▸ Goal of the exercise
Copy out the records in full, word for word, without pictures.

Source material Start Marker

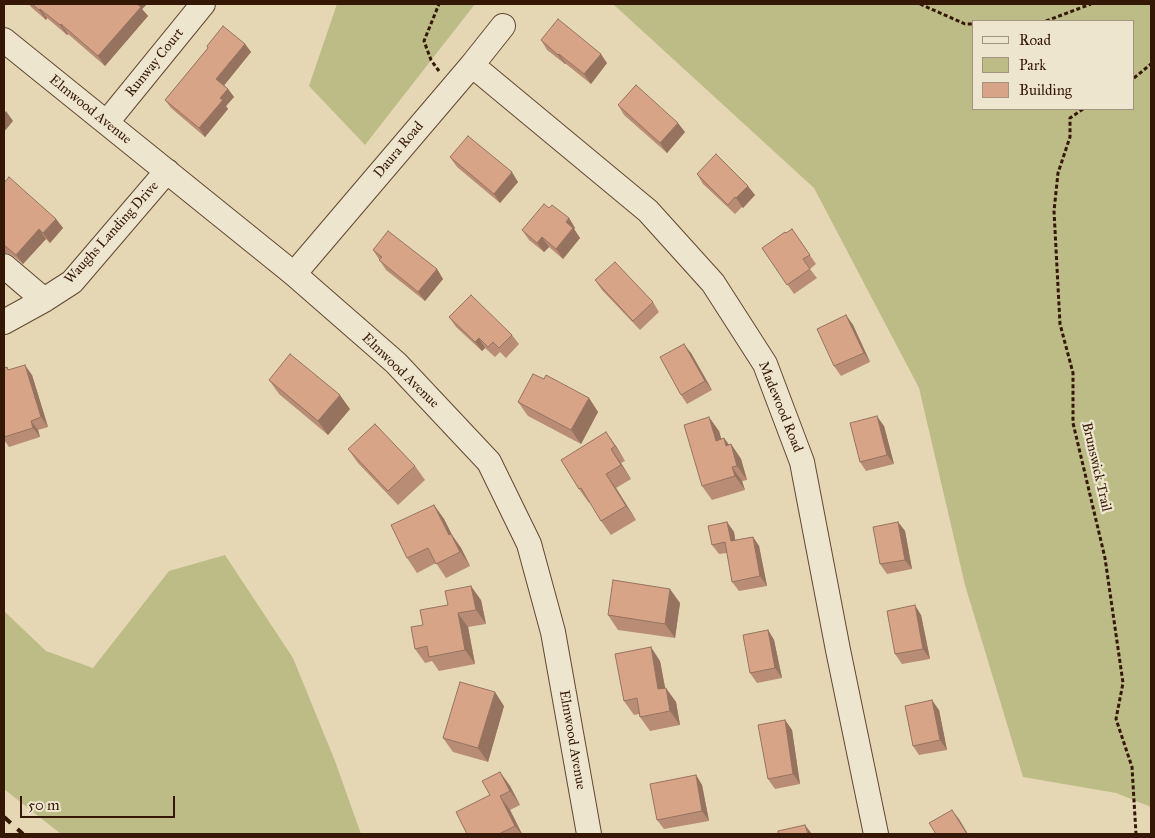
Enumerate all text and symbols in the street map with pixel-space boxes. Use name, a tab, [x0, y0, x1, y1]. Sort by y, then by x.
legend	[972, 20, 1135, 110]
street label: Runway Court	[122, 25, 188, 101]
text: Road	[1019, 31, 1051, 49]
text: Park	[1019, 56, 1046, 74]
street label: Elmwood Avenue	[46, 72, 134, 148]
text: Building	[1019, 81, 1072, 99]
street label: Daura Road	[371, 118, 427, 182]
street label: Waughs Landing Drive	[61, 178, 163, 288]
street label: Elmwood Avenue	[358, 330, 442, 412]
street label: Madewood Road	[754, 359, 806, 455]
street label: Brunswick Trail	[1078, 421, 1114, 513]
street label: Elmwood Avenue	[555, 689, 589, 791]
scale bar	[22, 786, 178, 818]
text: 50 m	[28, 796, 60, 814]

Source material End Marker

▸ Exercise output
Enumerate all text and symbols in the street map with pixel-space boxes. Use name, a tab, [x0, y0, x1, y1]. Sort by y, then by x.
legend	[972, 20, 1135, 110]
street label: Runway Court	[122, 25, 188, 101]
text: Road	[1019, 31, 1051, 49]
text: Park	[1019, 56, 1046, 74]
street label: Elmwood Avenue	[46, 72, 134, 148]
text: Building	[1019, 81, 1072, 99]
street label: Daura Road	[371, 118, 427, 182]
street label: Waughs Landing Drive	[61, 178, 163, 288]
street label: Elmwood Avenue	[358, 330, 442, 412]
street label: Madewood Road	[754, 359, 806, 455]
street label: Brunswick Trail	[1078, 421, 1114, 513]
street label: Elmwood Avenue	[555, 689, 589, 791]
scale bar	[22, 786, 178, 818]
text: 50 m	[28, 796, 60, 814]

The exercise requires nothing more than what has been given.